It is postulated that the acceleration noise level should be a function of the power to weight ratio
of the vehicle, as the ability to accelerate and decelerate is also limited by this ratio. To date no
tests have been performed to specifically address this issue, although limited test results in the
HDM-4 study (Greenwood and Bennett, 1995a and 1996) suggest that this may be the case.
The accelerations recorded have to date been found to not follow a strictly Normal Distribution.
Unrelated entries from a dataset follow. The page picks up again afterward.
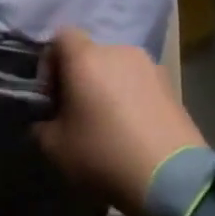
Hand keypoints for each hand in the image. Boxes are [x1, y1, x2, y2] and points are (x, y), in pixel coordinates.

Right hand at [32, 28, 205, 215]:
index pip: (61, 37)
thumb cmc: (104, 154)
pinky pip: (140, 84)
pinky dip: (131, 98)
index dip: (50, 63)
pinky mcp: (172, 86)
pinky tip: (132, 129)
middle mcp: (118, 52)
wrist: (172, 178)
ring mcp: (150, 66)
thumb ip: (41, 126)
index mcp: (85, 58)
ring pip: (117, 69)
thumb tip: (47, 121)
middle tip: (76, 112)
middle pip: (90, 54)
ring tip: (108, 122)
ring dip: (108, 87)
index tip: (51, 95)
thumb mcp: (55, 148)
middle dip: (80, 77)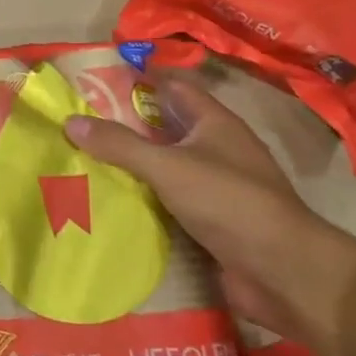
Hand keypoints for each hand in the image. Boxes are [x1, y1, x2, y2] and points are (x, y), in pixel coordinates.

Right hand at [64, 77, 355, 345]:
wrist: (285, 274)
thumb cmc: (229, 202)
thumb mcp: (167, 166)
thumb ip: (119, 144)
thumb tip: (70, 121)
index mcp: (215, 123)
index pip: (173, 87)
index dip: (138, 80)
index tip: (96, 81)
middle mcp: (218, 150)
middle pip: (164, 129)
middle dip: (125, 127)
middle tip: (78, 124)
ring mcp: (217, 189)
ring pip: (165, 168)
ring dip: (132, 168)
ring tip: (82, 161)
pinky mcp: (213, 224)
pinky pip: (169, 204)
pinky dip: (144, 202)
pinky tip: (109, 204)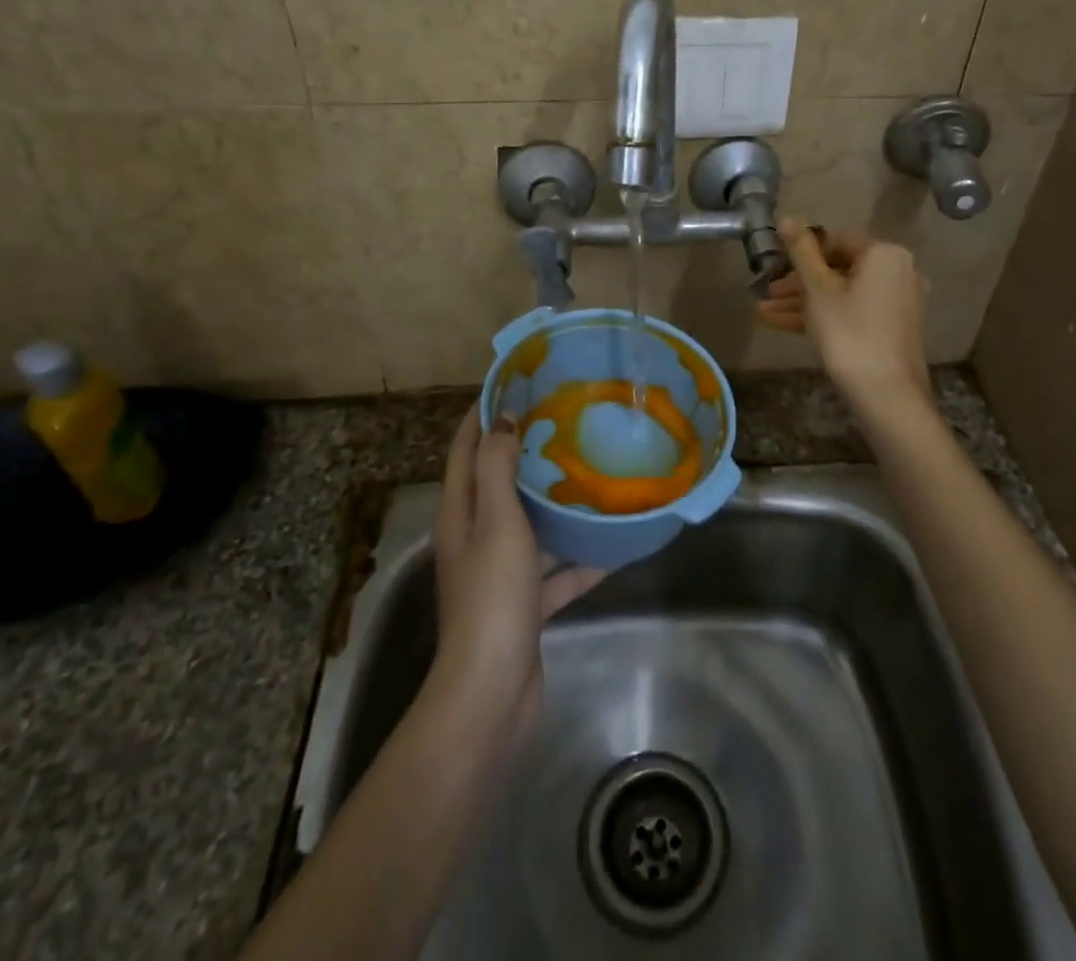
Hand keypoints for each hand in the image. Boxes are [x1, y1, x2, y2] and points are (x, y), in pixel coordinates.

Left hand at [431, 406, 603, 742]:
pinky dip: (580, 559)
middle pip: (498, 483)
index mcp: (460, 514)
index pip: (465, 448)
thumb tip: (503, 419)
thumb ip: (498, 467)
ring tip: (594, 473)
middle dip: (526, 450)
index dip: (483, 413)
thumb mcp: (496, 520)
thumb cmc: (492, 596)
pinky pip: (556, 571)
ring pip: (531, 526)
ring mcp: (500, 574)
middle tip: (566, 422)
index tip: (514, 383)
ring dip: (557, 504)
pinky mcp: (525, 606)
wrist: (493, 693)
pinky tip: (615, 545)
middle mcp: (475, 538)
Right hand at [757, 219, 932, 408]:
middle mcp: (898, 272)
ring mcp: (896, 303)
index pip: (836, 240)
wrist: (886, 396)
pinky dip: (822, 316)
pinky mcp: (890, 329)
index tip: (774, 264)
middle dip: (797, 282)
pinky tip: (781, 325)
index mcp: (884, 254)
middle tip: (766, 292)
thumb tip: (786, 216)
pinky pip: (851, 313)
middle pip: (838, 269)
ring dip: (802, 302)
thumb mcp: (818, 290)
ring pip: (841, 294)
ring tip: (762, 312)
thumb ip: (801, 251)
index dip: (801, 250)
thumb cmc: (849, 333)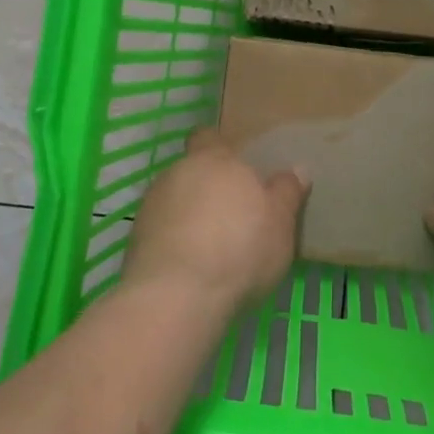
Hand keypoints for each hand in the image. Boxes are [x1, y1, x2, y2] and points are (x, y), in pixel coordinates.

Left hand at [121, 129, 308, 315]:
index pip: (208, 136)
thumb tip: (298, 169)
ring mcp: (151, 205)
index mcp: (214, 159)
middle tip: (232, 215)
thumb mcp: (280, 221)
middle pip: (192, 171)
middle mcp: (178, 172)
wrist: (176, 296)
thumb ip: (287, 192)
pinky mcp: (135, 240)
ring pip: (174, 201)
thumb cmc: (240, 248)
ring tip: (211, 246)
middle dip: (207, 188)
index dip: (218, 148)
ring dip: (189, 216)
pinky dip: (174, 242)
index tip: (233, 168)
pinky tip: (191, 267)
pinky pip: (161, 231)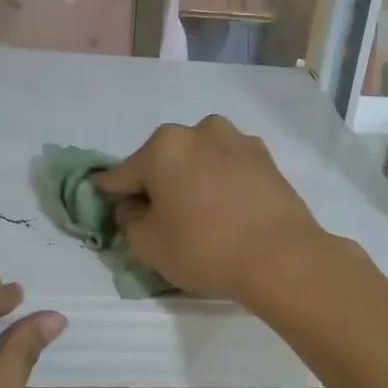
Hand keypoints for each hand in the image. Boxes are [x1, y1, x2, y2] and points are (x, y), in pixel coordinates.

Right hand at [92, 116, 330, 305]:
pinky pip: (228, 167)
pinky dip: (220, 182)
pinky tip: (226, 210)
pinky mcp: (265, 157)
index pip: (122, 174)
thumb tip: (133, 206)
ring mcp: (237, 140)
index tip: (105, 203)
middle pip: (162, 160)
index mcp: (163, 147)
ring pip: (198, 159)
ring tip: (198, 213)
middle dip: (156, 184)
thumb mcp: (148, 245)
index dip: (111, 193)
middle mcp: (198, 131)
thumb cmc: (205, 249)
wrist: (282, 257)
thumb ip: (129, 220)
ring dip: (191, 178)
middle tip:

The deceleration tail of the distribution is in general longer than the acceleration tail. As most
vehicles have a better breaking ability than they do acceleration ability, this finding is not
unexpected. However, to date it has been considered that the variation between the collected
data and a true normal distribution are sufficiently low to allow the data to be assumed to be
normal.
THE SIMULATION PROGRAM
A simulation program has been written in Visual Basic 5.0 to simulate a number of vehicles
(typically 1,000) driving along a section of road. Every second an acceleration value is
randomly selected based on the current predicted acceleration noise level. The speed of the
vehicle and the acceleration are then used to predict the fuel consumed during the second. The
initial speed of the vehicle is randomly generated based on a mean speed and a coefficient of
variation in speeds.
After the simulated vehicle has travelled a sufficient distance (typically 1 km) the current
vehicle speed is compared to the initial speed of the vehicle. The simulation is continued until
these two speeds are equal. The total fuel consumed within the simulation run is then compared
to that which would have occurred if the vehicle had travelled the same distance at a steady
speed equal to its initial value.
The ratio of the congested to steady-state fuel consumption is termed the fuel consumption ratio
or DFUEL. Figure 4 illustrates the variation in the fuel consumption ratio with differing mean
speeds and acceleration noise levels for a passenger car.
Work has commenced to add the prediction of vehicle emissions into the model and produce
results in a similar manner to that of the fuel consumption. It is considered that fuel
consumption and vehicle emissions are the components of vehicle operating costs most effected
by congestion and therefore the effort to date has concentrated on these two components.
Fuel consumption forms a major component of vehicle operating costs within congested
conditions and is therefore important in the economic evaluation of various project options.
Vehicle emissions form an important component of the environmental impact of road projects.
With the introduction of costing Carbon Dioxide within the Transfund New Zealand Project
Evaluation Manual (Transfund, 1994) vehicle emissions can also have an impact on the
economic evaluation of projects.
RECOMMENDED CHANGES TO THE FUEL CONSUMPTION
MODEL
As noted within the Introduction, models that better predict the operating characteristics of
vehicles have been adopted for this project. The basic fuel consumption model adopted for this
project is that recommended by Greenwood and Bennett (1995b) and NDLI (1995). This fuel
consumption model was primarily an adaptation of the ARFCOM model developed in Australia
during the 1980's (Biggs, 1988).
During the testing of vehicle fuel economy, several significant issues have arisen with respect to
the validity of parts of the previous model to modern vehicle fleets. In particular the form of the
engine efficiency equation and the minimum fuel consumption have major impacts on fuel
consumption under congested conditions.
The fuel consumption model adopted as the basis for this project includes a relationship that
implies that engine efficiency decreases (fuel consumption increases per unit of power required)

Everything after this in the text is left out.